Looking at the data below, how many lines include the word "КОМАРОВА"? Respond with the number only.

### [Records shown]
________________

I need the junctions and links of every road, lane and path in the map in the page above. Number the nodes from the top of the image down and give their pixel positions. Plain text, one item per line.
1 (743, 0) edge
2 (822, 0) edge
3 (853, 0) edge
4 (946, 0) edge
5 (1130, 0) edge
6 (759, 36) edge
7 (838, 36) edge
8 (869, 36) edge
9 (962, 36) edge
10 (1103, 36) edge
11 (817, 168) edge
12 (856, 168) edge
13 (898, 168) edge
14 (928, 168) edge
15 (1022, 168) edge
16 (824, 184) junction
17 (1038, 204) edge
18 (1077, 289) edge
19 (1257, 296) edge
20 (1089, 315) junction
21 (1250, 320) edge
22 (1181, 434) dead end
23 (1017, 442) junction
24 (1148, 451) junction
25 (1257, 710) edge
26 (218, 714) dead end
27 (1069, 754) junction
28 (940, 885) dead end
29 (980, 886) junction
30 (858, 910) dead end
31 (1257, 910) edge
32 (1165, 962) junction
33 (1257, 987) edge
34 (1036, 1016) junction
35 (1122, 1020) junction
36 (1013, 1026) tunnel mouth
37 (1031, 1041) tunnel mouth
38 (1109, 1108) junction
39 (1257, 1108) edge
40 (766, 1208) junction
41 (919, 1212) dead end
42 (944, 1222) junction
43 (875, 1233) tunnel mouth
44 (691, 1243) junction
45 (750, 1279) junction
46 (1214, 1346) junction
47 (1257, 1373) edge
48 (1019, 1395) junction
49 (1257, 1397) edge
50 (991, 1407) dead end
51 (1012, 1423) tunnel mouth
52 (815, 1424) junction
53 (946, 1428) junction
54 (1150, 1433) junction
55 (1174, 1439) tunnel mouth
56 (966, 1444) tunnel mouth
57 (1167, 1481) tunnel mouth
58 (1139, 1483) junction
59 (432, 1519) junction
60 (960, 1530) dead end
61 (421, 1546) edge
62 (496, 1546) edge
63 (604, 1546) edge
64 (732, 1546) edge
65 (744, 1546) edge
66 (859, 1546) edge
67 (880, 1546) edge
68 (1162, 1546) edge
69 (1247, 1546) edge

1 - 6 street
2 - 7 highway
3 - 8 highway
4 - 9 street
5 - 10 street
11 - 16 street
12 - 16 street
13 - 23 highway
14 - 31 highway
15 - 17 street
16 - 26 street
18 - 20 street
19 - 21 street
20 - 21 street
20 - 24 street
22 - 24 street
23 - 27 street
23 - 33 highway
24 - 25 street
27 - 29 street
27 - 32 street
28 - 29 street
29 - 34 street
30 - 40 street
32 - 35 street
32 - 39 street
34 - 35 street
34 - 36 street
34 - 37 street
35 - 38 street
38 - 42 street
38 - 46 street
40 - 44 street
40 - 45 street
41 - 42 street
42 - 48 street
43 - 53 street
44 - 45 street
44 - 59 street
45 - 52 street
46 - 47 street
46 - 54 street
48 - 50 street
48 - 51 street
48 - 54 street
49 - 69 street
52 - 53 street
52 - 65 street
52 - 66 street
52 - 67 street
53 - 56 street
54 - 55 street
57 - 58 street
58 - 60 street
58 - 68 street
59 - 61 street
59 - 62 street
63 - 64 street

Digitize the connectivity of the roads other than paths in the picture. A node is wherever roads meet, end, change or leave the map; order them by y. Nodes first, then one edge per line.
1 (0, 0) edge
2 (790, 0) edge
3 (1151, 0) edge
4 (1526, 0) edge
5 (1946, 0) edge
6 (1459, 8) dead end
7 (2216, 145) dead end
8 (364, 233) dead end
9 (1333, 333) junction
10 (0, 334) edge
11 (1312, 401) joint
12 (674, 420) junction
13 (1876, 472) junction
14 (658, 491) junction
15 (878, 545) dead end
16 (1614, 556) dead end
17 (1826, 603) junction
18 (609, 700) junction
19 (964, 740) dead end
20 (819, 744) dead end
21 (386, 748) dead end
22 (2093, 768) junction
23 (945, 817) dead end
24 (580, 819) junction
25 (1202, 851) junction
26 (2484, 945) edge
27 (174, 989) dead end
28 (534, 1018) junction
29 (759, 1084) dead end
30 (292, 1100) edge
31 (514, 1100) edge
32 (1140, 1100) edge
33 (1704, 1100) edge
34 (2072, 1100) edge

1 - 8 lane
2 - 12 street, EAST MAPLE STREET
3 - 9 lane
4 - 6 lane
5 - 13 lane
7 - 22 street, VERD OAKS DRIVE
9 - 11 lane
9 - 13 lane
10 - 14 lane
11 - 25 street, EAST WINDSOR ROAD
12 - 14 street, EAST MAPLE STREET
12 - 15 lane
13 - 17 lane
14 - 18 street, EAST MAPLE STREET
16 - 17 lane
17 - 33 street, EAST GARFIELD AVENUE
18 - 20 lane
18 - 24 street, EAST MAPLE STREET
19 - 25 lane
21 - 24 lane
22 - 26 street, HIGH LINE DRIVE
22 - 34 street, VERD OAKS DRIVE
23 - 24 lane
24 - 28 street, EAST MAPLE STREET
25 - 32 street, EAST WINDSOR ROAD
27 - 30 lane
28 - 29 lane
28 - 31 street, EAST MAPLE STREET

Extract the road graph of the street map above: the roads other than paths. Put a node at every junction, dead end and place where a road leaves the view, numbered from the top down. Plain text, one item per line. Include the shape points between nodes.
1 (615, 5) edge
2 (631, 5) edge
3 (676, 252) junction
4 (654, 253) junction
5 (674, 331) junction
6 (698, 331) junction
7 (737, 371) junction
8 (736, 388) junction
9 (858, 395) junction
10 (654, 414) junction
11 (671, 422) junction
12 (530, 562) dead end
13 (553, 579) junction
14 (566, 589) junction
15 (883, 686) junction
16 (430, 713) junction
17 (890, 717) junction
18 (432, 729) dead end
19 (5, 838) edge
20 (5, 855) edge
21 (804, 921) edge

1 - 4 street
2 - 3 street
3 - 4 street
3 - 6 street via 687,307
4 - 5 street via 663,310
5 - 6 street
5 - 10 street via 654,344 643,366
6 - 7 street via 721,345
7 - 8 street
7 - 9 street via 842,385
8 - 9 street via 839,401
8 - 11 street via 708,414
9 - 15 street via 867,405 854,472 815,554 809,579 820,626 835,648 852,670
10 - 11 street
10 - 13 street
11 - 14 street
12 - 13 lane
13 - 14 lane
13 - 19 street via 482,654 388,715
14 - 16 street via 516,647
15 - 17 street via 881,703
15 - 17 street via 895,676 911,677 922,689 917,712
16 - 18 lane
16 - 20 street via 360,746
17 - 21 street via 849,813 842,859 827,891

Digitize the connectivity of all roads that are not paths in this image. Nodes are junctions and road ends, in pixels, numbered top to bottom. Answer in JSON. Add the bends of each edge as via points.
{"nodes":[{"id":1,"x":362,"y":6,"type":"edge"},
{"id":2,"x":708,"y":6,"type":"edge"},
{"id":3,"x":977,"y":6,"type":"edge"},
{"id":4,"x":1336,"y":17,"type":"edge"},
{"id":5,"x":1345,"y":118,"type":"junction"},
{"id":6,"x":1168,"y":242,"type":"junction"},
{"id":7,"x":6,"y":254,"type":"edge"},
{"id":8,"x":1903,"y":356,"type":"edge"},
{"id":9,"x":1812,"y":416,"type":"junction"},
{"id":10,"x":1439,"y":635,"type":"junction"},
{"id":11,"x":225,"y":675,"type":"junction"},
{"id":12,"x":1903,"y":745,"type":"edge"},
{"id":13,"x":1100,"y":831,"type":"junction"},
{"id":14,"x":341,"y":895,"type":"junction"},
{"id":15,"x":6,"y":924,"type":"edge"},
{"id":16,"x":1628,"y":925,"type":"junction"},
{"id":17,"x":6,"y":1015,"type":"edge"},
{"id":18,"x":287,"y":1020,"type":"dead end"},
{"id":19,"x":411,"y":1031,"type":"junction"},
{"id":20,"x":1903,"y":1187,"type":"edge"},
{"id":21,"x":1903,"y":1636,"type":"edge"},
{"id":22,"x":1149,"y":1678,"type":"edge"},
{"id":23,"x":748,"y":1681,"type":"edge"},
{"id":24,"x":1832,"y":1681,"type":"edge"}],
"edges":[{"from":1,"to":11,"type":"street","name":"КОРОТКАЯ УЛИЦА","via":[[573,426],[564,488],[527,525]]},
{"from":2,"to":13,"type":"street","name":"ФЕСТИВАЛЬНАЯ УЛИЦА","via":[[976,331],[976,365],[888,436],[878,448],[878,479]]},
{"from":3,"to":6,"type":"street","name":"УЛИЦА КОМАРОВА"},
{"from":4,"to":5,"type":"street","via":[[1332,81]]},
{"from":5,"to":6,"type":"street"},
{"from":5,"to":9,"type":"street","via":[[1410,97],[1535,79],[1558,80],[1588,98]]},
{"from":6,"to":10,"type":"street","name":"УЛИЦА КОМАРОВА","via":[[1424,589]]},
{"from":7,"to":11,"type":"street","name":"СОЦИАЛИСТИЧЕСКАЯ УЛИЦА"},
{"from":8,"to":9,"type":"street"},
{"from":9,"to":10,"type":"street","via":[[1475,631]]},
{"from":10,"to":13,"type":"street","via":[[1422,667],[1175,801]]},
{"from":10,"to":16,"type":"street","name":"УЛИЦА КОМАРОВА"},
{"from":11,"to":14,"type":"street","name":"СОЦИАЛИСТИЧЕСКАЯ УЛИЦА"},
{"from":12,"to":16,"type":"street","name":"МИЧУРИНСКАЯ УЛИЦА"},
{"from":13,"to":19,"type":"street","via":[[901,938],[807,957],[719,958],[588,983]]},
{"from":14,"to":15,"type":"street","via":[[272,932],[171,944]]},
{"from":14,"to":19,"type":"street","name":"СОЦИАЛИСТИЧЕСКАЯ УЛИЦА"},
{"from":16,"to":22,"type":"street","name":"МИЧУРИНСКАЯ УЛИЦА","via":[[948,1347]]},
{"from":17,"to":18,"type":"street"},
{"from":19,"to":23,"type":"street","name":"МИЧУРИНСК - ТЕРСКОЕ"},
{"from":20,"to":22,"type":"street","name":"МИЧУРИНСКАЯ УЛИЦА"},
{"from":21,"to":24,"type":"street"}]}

________________

### [Your response]
3